Exercise details: The copy has to match the records word for word and include no pictures.
^^^^
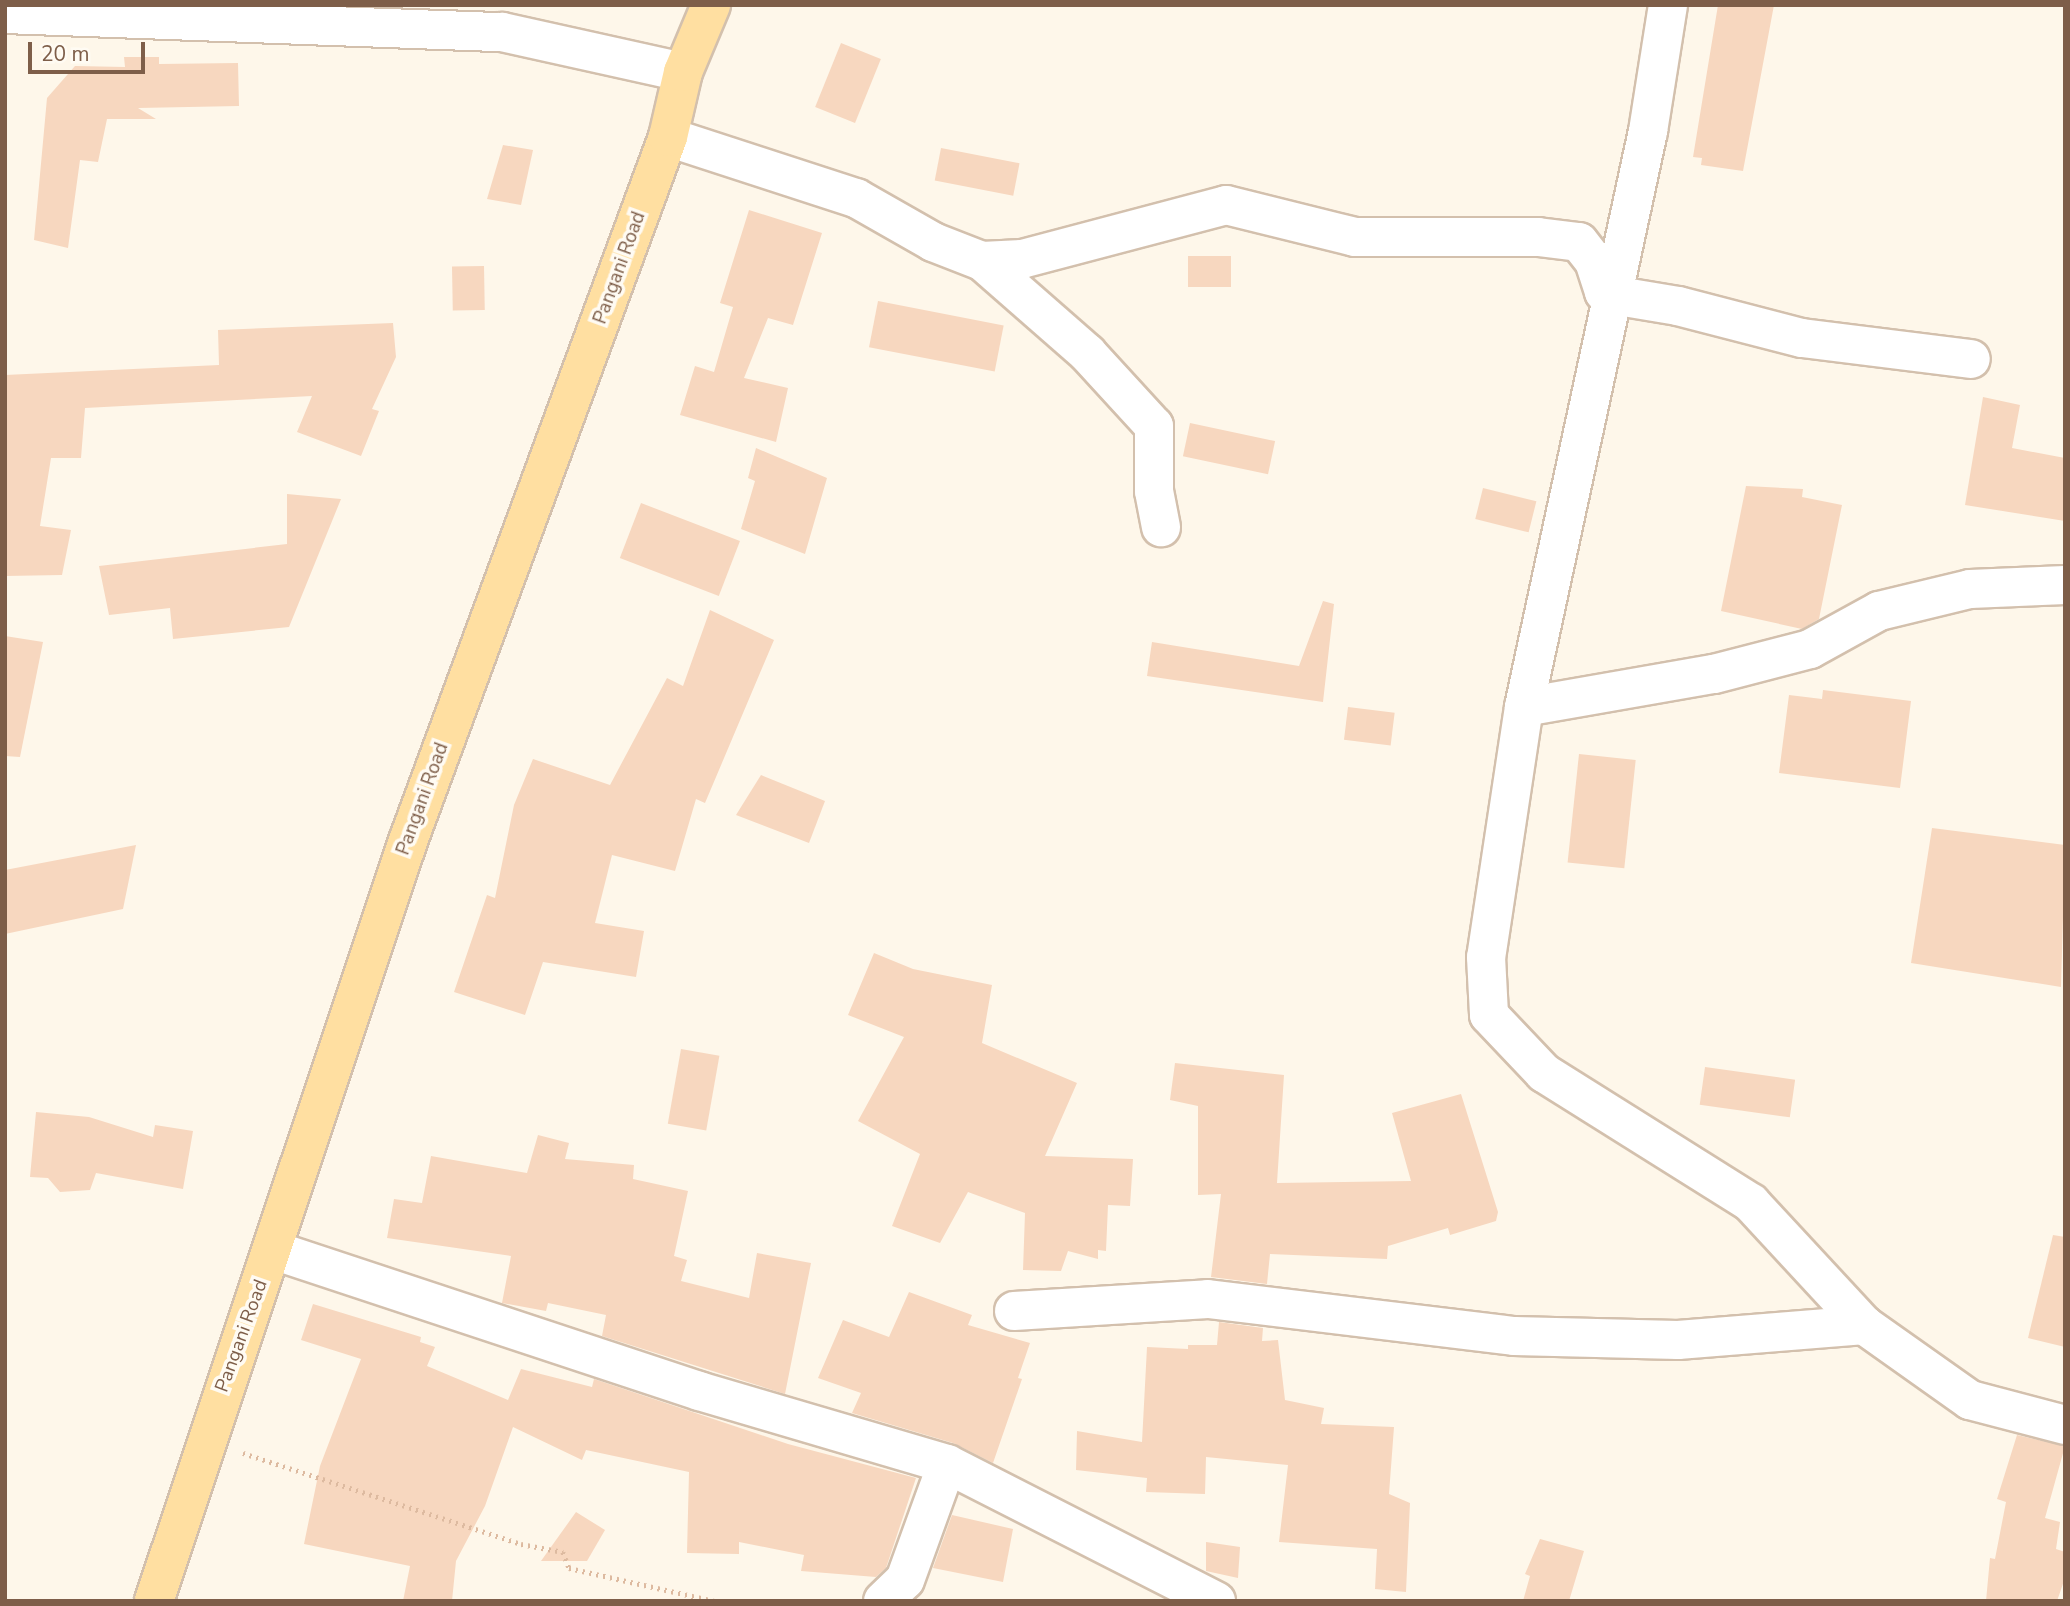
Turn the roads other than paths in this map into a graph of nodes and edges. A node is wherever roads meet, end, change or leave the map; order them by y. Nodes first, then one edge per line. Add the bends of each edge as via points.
1 (711, 5) edge
2 (1668, 5) edge
3 (5, 14) edge
4 (683, 72) junction
5 (668, 137) junction
6 (982, 261) junction
7 (1612, 295) junction
8 (1971, 359) dead end
9 (1161, 527) dead end
10 (2065, 585) edge
11 (1524, 707) junction
12 (273, 1250) junction
13 (1014, 1311) dead end
14 (1864, 1325) junction
15 (2065, 1425) edge
16 (947, 1464) junction
17 (155, 1601) edge
18 (883, 1601) edge
19 (1216, 1601) edge

1 - 4 main road, Pangani Road
2 - 7 street via 1648,131
3 - 4 street via 304,29 502,32
4 - 5 main road, Pangani Road
5 - 6 street via 856,198 933,242
5 - 12 main road, Pangani Road via 408,841 314,1113
6 - 7 street via 1023,259 1226,205 1355,237 1538,237 1579,242 1594,261 1604,292
6 - 9 street via 1087,353 1154,426 1154,491
7 - 8 street via 1678,306 1802,338
7 - 11 street
10 - 11 street via 1970,589 1879,611 1810,649 1714,674
11 - 14 street via 1486,957 1489,1015 1544,1073 1751,1203
12 - 16 street via 699,1391
12 - 17 main road, Pangani Road
13 - 14 street via 1208,1299 1514,1336 1678,1340
14 - 15 street via 1970,1400
16 - 18 street via 905,1580
16 - 19 street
^^^^
Completed task:
Turn the roads other than paths in this map into a graph of nodes and edges. A node is wherever roads meet, end, change or leave the map; order them by y. Nodes first, then one edge per line. Add the bends of each edge as via points.
1 (711, 5) edge
2 (1668, 5) edge
3 (5, 14) edge
4 (683, 72) junction
5 (668, 137) junction
6 (982, 261) junction
7 (1612, 295) junction
8 (1971, 359) dead end
9 (1161, 527) dead end
10 (2065, 585) edge
11 (1524, 707) junction
12 (273, 1250) junction
13 (1014, 1311) dead end
14 (1864, 1325) junction
15 (2065, 1425) edge
16 (947, 1464) junction
17 (155, 1601) edge
18 (883, 1601) edge
19 (1216, 1601) edge

1 - 4 main road, Pangani Road
2 - 7 street via 1648,131
3 - 4 street via 304,29 502,32
4 - 5 main road, Pangani Road
5 - 6 street via 856,198 933,242
5 - 12 main road, Pangani Road via 408,841 314,1113
6 - 7 street via 1023,259 1226,205 1355,237 1538,237 1579,242 1594,261 1604,292
6 - 9 street via 1087,353 1154,426 1154,491
7 - 8 street via 1678,306 1802,338
7 - 11 street
10 - 11 street via 1970,589 1879,611 1810,649 1714,674
11 - 14 street via 1486,957 1489,1015 1544,1073 1751,1203
12 - 16 street via 699,1391
12 - 17 main road, Pangani Road
13 - 14 street via 1208,1299 1514,1336 1678,1340
14 - 15 street via 1970,1400
16 - 18 street via 905,1580
16 - 19 street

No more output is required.